## WHAT TO WORK ON
Return only how many lines in the data include the string "nodes".

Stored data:
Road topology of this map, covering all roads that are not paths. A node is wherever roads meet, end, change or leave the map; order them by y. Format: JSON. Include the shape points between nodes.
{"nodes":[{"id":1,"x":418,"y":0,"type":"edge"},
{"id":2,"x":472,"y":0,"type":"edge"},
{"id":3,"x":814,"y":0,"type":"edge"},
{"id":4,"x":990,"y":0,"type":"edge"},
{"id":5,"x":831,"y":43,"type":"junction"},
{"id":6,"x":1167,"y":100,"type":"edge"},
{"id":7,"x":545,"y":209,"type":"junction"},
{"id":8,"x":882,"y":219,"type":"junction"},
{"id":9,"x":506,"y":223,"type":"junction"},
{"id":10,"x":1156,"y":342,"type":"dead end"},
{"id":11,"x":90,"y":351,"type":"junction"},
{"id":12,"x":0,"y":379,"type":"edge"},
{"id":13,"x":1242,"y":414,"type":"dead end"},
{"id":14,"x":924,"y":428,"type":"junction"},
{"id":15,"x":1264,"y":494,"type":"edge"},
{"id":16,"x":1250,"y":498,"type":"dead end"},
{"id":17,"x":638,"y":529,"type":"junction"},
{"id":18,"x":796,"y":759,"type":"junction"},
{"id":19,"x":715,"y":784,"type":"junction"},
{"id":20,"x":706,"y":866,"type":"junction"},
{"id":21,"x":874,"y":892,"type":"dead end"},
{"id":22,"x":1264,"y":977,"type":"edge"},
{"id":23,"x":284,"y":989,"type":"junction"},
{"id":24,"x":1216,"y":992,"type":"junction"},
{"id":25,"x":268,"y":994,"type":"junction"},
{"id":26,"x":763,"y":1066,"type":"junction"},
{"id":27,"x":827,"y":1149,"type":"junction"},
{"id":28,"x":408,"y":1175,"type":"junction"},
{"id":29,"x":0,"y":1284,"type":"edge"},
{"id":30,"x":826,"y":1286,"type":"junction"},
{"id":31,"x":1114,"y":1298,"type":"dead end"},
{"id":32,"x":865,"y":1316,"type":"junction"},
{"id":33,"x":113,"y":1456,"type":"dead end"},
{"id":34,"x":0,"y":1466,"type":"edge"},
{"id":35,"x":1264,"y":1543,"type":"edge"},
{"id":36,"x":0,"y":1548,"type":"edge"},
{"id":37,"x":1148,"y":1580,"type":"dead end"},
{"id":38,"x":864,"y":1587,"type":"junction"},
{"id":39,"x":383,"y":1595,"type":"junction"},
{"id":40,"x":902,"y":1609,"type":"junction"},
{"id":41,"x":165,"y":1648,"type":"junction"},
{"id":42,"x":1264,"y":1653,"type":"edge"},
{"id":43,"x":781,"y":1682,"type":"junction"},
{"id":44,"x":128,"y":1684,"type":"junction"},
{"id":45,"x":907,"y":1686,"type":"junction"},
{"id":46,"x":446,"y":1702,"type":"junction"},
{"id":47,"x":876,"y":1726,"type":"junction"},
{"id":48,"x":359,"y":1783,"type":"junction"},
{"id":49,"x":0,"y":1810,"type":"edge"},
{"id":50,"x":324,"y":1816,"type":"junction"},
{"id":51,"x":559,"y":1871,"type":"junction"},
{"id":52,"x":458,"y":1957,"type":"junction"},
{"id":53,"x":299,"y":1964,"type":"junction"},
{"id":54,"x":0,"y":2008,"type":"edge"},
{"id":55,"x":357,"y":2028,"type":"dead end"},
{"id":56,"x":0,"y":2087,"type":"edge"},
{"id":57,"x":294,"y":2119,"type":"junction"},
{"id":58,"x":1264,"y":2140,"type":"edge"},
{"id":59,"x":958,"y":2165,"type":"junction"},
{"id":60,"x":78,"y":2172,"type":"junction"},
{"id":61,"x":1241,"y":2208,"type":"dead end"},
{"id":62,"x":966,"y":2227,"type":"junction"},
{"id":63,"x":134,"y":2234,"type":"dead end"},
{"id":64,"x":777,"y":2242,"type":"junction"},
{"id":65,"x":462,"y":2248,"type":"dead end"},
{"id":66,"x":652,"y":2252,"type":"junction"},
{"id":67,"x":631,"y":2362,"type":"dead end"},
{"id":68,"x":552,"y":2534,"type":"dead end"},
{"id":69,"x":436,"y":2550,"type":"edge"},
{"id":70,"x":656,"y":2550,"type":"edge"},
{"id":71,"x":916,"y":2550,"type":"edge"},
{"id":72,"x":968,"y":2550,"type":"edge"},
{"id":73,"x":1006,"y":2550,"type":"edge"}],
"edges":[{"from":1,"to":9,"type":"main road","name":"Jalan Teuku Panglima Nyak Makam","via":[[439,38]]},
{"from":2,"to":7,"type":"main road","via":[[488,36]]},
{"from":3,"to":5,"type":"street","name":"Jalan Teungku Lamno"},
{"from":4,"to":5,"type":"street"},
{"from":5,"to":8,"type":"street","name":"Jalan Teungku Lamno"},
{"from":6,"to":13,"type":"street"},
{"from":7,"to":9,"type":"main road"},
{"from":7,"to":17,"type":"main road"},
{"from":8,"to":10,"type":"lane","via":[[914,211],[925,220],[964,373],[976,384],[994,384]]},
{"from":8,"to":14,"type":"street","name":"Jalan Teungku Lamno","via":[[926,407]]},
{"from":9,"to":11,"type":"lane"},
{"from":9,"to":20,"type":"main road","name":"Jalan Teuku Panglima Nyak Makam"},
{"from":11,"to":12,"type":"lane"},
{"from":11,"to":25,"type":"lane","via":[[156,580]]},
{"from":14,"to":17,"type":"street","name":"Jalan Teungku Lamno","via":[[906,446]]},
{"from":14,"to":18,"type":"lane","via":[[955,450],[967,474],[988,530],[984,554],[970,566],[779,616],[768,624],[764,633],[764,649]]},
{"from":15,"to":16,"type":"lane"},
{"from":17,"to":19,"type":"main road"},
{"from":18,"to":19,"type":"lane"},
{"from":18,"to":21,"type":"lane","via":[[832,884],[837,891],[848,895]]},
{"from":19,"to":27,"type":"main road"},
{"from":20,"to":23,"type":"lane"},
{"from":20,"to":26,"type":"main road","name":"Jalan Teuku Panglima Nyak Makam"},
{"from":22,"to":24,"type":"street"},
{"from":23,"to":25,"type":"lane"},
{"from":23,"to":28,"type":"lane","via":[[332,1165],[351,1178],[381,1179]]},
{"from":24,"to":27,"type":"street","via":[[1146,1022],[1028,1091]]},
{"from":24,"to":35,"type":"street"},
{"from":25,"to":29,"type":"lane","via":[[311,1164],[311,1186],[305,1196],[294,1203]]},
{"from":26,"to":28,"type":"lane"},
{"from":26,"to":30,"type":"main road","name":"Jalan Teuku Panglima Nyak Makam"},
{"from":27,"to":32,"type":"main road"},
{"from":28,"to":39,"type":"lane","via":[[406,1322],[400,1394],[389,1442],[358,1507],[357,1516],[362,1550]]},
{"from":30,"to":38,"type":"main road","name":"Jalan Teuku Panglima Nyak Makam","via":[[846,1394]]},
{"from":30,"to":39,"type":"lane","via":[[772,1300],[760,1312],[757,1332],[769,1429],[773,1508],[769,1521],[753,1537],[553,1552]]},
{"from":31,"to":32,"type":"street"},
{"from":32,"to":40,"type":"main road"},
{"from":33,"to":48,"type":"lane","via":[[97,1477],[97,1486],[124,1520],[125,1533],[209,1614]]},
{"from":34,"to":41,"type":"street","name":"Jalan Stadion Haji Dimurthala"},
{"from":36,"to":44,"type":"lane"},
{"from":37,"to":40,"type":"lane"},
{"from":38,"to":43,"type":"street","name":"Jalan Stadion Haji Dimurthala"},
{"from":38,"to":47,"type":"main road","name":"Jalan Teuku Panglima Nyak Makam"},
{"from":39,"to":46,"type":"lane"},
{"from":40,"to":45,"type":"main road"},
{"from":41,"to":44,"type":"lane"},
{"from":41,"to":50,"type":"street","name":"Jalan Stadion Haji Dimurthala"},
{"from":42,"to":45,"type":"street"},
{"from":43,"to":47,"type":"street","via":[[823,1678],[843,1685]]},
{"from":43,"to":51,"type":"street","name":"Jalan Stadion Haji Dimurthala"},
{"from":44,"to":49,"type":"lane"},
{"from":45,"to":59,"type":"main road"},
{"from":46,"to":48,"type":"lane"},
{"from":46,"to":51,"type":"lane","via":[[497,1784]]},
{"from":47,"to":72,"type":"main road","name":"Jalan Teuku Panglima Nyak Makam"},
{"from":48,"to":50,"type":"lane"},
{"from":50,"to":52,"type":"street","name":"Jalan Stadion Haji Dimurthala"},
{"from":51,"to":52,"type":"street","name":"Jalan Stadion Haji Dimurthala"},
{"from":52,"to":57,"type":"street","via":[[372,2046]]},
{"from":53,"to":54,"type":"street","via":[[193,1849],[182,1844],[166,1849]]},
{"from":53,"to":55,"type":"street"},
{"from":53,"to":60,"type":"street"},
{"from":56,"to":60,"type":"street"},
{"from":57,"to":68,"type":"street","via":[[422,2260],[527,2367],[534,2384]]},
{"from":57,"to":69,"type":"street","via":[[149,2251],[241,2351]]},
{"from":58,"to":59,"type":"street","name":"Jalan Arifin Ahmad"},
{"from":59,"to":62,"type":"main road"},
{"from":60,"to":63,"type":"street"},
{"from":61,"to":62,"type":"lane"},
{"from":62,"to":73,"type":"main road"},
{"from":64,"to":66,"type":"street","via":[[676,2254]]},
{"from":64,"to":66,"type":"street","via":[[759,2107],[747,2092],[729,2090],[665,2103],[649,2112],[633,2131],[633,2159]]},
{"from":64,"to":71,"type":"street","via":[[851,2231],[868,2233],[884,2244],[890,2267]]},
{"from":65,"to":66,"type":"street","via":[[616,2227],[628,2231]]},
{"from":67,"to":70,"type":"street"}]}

## RESULT OF THIS TASK
2